Osteoarthritis (OA) is a debilitating degenerative joint disease affecting 27 million Americans over the age of 25. OA is characterized by total joint changes including the degradation of articular cartilage and inflammation of the synovium, a specialized lining that envelops the knee joint. Whereas OA is a disease of the entire joint organ, the contribution of the synovium in OA and to cartilage degeneration has been underappreciated. Synovial inflammation often precedes the development of cartilage damage and is observed in early and late stage OA. The onset of synovitis is driven by both elevated concentrations of pro-inflammatory cytokines and tissue debris in the joint space resulting from trauma, such as meniscal or anterior cruciate ligament tears. Accordingly, surgeons have observed cartilaginous debris embedded within the synovial membrane of OA patients presenting with severe capsular synovial hyperplasia and metaplasia. It has been hypothesized that the fibrotic shortening of the synovial capsule results in pain and stiffness often associated with OA and contributes to further joint destruction through the release of degradative enzymes. Current strategies to treat synovial inflammation and joint pain, such as intra-articular injections and synovectomy, have had limited and variable success.
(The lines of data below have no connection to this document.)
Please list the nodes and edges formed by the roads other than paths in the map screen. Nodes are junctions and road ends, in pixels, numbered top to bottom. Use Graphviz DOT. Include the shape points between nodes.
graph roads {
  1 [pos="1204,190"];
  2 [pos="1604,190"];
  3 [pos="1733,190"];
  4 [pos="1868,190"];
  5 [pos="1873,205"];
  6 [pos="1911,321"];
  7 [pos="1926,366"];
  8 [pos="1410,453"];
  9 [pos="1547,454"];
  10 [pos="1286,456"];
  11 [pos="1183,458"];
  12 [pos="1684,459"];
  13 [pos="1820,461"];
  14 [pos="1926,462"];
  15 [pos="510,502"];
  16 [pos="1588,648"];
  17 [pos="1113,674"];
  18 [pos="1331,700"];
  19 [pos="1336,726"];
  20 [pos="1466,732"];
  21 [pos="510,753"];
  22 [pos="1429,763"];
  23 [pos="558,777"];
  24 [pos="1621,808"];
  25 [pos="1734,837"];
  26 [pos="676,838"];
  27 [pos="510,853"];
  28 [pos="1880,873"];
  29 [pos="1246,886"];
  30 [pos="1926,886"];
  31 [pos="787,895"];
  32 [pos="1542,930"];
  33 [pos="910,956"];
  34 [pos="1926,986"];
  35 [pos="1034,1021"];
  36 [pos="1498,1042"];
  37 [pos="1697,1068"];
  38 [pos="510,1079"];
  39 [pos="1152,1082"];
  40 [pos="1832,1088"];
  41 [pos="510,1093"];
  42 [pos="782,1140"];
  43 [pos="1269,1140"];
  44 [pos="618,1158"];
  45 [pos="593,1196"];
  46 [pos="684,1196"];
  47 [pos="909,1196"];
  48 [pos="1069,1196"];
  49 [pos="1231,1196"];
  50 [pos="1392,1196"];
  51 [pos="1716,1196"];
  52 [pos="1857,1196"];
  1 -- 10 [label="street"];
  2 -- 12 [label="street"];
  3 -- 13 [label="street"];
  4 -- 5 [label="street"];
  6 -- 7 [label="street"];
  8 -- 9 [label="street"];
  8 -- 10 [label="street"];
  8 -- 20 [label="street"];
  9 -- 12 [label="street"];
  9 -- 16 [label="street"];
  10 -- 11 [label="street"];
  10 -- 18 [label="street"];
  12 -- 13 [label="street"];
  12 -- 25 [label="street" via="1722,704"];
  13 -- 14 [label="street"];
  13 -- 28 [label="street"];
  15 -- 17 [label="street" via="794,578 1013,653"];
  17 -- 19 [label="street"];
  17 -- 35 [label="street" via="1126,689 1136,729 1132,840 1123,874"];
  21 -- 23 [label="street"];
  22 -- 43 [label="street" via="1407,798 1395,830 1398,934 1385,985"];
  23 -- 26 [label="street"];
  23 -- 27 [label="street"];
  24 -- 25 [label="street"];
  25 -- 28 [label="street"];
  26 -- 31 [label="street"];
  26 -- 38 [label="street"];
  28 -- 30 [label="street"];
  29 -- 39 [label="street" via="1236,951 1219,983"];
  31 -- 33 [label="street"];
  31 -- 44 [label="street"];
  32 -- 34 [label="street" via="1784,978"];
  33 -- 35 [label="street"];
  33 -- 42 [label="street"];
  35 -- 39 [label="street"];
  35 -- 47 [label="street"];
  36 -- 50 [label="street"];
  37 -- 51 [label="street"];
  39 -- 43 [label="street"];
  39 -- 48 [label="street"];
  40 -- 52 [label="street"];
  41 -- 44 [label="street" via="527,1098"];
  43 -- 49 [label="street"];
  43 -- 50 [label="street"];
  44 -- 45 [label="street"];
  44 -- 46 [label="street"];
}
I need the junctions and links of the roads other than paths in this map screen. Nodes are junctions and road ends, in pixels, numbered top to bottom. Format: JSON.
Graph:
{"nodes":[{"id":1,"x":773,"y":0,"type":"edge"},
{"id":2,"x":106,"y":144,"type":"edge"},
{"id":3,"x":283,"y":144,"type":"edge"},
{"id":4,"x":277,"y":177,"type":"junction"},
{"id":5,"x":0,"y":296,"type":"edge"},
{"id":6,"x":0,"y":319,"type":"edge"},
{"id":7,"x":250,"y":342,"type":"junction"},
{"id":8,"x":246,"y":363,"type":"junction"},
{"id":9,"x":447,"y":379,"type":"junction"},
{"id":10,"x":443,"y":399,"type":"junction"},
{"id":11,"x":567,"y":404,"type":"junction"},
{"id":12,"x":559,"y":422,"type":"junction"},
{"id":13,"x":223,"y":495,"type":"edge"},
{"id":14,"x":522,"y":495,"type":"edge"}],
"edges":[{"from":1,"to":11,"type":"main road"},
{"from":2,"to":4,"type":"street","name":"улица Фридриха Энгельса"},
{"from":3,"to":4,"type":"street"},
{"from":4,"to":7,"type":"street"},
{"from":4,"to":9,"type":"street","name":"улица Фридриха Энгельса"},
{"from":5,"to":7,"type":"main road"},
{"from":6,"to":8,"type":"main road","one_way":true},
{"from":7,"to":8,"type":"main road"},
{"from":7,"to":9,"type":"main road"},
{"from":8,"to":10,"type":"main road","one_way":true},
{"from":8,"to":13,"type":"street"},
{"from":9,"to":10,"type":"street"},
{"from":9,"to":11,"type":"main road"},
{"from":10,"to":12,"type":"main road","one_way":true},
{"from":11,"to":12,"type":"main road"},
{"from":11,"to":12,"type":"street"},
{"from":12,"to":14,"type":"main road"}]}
To this end, cell culture and tissue engineering culture models provide a versatile platform to study the tissues and cells involved in OA. Our lab has typically employed mechanical overload or cytokine insult of chondrocytes and cartilage explants to study cartilage degradation. Alternatively, using cells derived from the pathologic joint provides the opportunity to study these within their de novo extracellular matrix (ECM). Increasingly more physiologic models of OA have cultured synovial explants with injured cartilage tissue. Within synovial explants, the inflammatory response of fibroblast-like synoviocytes (FLS) cannot be separated from the response of synovial macrophages. To isolate the role of FLS in the progression of OA, FLS can be exposed to chemical (e.g. cytokines) or physical (e.g. fluid shear) OA stimuli. Although often overlooked as an instigator of OA, cartilage wear particles have been reported to induce synovial inflammation and OA-like joint changes in various animal models. As opposed to non-biological (metal or plastic) wear particles, small (sub10μm) cartilage wear particles are comprised of ECM constituents that are degradable and may interact with cells beyond just being internalized. The work presented in this dissertation aims to combine knowledge from basic science and pre-clinical models of OA to develop a clinically relevant disease model using cells derived from clinical samples.

Previous studies have shown that synovial explants produce increased concentrations of degenerative enzymes in response to cytokines. To better understand the effects of these cytokines on the synovium, we looked at how cytokines regulate the cellular and ECM composition of the synovium in a physiologic co-culture system. In support of clinical observations, synovial explants were able to engulf large cartilage particles. To study the contribution of FLS only to synovial inflammation, we developed a high-density monolayer culture model of the synovium. Using this model allowed for the characterization of the interaction of FLS with cartilage wear particles. The resulting FLS proliferation and inflammation was determined to be caused by both phagocytosis and cell attachment to the particles. Using small latex particles and large collagen coated beads, we determined that this response was likely due to cell-attachment and activation of integrins. Cartilage particles also reduced the mechanosensitivity of FLS to fluid shear, implicating additional deleterious effects of cartilage particulates within the synovium and in the joint space.

Cells isolated from pathologic tissue provide another approach to studying OA. Using cells derived from an animal model of OA allowed us to make direct comparisons between synovial fluid and media concentrations of OA biomarkers. These tissues had different media concentrations of MMPs, chemokines and cytokines for up to two weeks of culture. This confirmed that disease cells can be used for the development of pathologic culture models.

As has been shown in the literature, the observed behavior of cells isolated from other species (bovine or canine) may not be a direct comparison to findings in human cells. For the final studies, we sought to translate our finding from a synovium disease model using juvenile bovine FLS and a chondrocyte disease model using canine chondrocytes to a clinically relevant cell source. Specifically, we compared the response of normal (healthy, non-diseased) and diseased (OA) FLS to different OA stimuli to model synovial inflammation in early and late stage OA. These results show that diseased cells are much more sensitive to inflammatory stimuli and that cytokines stimulate a larger inflammatory response than particles alone. Taken together, the sum of this work can provide a new research platform to study disease progression and identify new diagnostics and therapeutics that target joint inflammation and pain.